• **Work request**
In the entries below, find the string "Locust" and return each line holding it.

Stored items
########

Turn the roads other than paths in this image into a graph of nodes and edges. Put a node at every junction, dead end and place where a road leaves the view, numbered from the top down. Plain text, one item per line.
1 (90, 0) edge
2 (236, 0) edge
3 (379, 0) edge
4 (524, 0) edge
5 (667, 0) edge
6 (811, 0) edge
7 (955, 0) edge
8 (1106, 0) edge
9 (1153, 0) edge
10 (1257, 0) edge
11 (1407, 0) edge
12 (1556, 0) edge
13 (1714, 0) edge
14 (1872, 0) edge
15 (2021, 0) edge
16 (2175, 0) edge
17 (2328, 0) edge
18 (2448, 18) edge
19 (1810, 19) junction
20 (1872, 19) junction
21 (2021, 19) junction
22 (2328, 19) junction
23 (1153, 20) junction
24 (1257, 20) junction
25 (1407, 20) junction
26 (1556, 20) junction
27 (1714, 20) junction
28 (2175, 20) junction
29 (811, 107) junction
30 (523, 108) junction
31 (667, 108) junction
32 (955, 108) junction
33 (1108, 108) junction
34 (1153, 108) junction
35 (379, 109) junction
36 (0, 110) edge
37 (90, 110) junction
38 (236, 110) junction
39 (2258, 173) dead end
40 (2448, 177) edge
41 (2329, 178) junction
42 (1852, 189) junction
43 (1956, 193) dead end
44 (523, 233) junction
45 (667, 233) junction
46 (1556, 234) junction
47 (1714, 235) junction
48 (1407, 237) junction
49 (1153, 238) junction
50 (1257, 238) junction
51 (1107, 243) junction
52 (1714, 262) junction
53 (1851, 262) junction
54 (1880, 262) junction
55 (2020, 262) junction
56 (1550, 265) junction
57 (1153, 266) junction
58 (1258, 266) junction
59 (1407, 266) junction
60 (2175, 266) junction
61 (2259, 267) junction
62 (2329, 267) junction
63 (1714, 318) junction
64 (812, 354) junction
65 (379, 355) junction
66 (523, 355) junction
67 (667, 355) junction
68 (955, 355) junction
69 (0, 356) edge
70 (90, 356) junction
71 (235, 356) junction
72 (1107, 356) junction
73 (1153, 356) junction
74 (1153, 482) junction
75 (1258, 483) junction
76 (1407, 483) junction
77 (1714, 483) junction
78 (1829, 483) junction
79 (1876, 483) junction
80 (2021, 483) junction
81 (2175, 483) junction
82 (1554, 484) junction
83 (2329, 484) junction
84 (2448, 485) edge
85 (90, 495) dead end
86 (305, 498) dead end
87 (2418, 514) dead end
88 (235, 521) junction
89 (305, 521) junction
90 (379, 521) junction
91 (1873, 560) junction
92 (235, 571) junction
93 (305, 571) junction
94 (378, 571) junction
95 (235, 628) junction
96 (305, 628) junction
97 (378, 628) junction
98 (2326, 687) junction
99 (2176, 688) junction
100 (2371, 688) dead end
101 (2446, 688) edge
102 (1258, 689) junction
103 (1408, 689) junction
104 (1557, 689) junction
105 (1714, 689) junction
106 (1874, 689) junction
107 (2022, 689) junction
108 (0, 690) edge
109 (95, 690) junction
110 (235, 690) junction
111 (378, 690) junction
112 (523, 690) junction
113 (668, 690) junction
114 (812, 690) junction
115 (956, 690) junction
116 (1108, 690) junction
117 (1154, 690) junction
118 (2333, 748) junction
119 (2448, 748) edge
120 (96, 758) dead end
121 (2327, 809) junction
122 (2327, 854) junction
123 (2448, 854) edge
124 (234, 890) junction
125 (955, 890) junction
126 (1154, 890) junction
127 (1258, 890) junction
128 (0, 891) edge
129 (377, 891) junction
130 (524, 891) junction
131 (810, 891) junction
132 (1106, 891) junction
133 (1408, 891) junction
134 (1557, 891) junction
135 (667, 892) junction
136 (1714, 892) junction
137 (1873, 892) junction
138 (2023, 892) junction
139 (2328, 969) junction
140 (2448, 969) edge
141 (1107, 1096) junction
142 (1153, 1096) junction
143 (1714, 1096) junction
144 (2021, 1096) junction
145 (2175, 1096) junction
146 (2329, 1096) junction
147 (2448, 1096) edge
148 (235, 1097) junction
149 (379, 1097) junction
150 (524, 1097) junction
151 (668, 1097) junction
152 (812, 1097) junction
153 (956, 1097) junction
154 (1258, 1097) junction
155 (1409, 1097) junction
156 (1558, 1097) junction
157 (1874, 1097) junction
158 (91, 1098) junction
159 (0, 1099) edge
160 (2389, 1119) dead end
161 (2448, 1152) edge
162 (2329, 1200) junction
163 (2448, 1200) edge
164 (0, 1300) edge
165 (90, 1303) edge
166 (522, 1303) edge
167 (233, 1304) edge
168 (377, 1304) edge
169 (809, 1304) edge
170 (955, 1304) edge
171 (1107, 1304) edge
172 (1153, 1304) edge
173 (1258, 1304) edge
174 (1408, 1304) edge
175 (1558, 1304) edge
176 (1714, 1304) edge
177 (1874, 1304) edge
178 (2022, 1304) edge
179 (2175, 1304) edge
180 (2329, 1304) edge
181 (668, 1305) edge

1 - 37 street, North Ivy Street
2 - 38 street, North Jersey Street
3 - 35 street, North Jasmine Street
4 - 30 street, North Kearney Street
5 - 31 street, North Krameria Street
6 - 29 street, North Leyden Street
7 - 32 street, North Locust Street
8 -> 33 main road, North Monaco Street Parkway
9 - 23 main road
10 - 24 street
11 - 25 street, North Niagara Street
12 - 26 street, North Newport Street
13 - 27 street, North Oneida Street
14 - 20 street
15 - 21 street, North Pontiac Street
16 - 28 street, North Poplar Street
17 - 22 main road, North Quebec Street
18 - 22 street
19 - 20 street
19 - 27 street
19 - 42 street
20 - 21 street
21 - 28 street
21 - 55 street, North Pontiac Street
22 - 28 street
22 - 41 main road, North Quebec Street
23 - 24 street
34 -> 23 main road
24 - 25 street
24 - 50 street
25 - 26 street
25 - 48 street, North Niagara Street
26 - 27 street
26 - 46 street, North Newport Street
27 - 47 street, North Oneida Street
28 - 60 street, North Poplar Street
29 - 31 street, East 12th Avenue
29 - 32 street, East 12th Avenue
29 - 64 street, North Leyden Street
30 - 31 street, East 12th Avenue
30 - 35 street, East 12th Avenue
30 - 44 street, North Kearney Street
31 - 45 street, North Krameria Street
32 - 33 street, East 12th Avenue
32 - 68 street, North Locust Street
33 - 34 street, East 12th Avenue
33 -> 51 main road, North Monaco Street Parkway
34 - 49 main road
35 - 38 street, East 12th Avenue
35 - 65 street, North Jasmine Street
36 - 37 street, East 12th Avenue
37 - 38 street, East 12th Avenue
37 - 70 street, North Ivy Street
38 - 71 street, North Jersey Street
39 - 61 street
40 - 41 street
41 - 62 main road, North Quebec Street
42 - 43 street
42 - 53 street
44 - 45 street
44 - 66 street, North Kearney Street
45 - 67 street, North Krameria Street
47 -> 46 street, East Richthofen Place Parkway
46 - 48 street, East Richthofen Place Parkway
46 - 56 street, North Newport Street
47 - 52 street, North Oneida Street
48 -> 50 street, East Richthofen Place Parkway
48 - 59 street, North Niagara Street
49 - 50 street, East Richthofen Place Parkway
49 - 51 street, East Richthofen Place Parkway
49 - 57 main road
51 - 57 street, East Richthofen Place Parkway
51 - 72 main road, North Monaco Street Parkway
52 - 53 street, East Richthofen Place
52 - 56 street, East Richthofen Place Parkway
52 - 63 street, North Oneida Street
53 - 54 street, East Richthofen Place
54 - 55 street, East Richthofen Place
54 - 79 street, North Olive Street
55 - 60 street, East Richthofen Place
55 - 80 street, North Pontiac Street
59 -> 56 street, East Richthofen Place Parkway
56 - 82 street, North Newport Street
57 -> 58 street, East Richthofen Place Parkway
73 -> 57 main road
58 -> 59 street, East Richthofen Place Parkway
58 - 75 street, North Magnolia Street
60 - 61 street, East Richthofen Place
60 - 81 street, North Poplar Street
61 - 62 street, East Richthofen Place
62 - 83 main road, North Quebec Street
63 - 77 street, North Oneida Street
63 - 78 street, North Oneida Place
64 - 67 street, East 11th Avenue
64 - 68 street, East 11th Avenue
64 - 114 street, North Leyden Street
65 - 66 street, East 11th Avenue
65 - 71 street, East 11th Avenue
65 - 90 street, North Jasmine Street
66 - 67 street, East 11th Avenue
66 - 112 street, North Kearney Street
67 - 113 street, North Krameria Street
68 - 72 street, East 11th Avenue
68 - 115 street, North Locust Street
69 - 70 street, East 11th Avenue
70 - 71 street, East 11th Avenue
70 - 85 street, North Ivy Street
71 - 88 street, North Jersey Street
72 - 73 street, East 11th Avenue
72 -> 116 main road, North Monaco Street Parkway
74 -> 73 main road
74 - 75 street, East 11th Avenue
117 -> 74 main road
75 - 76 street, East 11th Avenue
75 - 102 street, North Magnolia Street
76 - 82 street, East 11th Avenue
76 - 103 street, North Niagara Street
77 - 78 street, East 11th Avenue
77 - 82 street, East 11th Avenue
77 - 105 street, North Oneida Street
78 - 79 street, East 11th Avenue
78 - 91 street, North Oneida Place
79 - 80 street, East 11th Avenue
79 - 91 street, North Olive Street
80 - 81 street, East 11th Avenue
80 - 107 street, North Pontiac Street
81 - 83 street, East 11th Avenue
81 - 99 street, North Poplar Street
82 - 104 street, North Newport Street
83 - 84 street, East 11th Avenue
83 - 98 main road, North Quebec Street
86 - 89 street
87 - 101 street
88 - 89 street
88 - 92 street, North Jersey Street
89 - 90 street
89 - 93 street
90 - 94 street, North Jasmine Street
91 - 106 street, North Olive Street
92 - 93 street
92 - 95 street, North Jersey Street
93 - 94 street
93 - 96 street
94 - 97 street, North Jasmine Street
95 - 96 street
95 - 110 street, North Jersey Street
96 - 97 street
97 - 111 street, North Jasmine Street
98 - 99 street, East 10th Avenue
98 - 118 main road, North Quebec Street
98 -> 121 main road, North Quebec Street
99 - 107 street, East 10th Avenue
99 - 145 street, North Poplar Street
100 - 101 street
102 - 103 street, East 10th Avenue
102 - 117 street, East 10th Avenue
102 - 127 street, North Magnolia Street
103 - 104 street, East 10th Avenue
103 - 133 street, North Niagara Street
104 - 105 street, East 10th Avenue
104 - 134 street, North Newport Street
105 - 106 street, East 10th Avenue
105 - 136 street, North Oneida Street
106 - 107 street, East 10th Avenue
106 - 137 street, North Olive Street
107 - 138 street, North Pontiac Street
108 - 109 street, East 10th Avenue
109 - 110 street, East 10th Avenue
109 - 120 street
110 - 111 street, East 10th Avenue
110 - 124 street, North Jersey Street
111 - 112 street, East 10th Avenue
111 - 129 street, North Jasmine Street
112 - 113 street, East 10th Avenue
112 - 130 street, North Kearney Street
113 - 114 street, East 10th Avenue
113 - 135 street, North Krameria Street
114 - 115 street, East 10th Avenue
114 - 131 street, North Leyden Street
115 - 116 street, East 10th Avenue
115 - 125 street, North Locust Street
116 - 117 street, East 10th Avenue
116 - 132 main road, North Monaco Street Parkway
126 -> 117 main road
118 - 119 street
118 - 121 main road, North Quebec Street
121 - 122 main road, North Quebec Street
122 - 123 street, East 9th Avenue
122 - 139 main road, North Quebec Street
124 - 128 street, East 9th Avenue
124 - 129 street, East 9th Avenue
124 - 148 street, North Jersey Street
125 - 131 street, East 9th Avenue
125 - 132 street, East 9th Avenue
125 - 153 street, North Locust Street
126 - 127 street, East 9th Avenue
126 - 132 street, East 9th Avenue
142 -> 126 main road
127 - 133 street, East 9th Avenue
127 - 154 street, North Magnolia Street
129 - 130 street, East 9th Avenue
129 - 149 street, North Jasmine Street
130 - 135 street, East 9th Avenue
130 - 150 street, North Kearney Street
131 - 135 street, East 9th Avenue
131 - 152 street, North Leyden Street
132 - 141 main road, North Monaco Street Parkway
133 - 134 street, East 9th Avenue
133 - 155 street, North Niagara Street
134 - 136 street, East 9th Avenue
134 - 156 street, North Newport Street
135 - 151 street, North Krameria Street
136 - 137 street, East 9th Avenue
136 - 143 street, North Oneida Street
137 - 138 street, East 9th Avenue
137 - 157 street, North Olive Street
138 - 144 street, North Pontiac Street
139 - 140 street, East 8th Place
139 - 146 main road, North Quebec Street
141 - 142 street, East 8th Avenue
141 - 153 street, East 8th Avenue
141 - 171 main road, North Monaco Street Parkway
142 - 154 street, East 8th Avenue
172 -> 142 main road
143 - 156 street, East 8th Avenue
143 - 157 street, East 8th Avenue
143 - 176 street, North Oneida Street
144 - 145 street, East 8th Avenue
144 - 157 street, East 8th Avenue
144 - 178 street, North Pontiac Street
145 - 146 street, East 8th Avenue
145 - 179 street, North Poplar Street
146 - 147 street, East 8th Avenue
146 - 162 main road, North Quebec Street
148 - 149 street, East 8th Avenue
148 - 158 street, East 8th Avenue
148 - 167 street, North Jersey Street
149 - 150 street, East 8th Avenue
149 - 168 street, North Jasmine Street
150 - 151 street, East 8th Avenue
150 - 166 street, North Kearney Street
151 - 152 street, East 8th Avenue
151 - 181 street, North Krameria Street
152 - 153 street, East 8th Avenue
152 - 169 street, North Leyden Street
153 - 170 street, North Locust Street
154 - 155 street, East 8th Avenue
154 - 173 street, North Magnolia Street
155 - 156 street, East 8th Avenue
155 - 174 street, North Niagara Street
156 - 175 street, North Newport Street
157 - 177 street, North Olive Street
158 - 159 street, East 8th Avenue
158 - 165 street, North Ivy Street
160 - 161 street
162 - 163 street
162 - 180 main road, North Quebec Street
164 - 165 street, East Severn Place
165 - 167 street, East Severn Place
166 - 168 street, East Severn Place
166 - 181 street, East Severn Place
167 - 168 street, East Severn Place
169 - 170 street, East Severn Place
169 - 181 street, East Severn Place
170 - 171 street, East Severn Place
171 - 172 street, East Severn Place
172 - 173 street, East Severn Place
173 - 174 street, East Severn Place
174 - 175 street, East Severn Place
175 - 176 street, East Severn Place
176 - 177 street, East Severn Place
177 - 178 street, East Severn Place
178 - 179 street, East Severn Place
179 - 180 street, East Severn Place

########

• **Solution to this exercise**
7 - 32 street, North Locust Street
32 - 68 street, North Locust Street
68 - 115 street, North Locust Street
115 - 125 street, North Locust Street
125 - 153 street, North Locust Street
153 - 170 street, North Locust Street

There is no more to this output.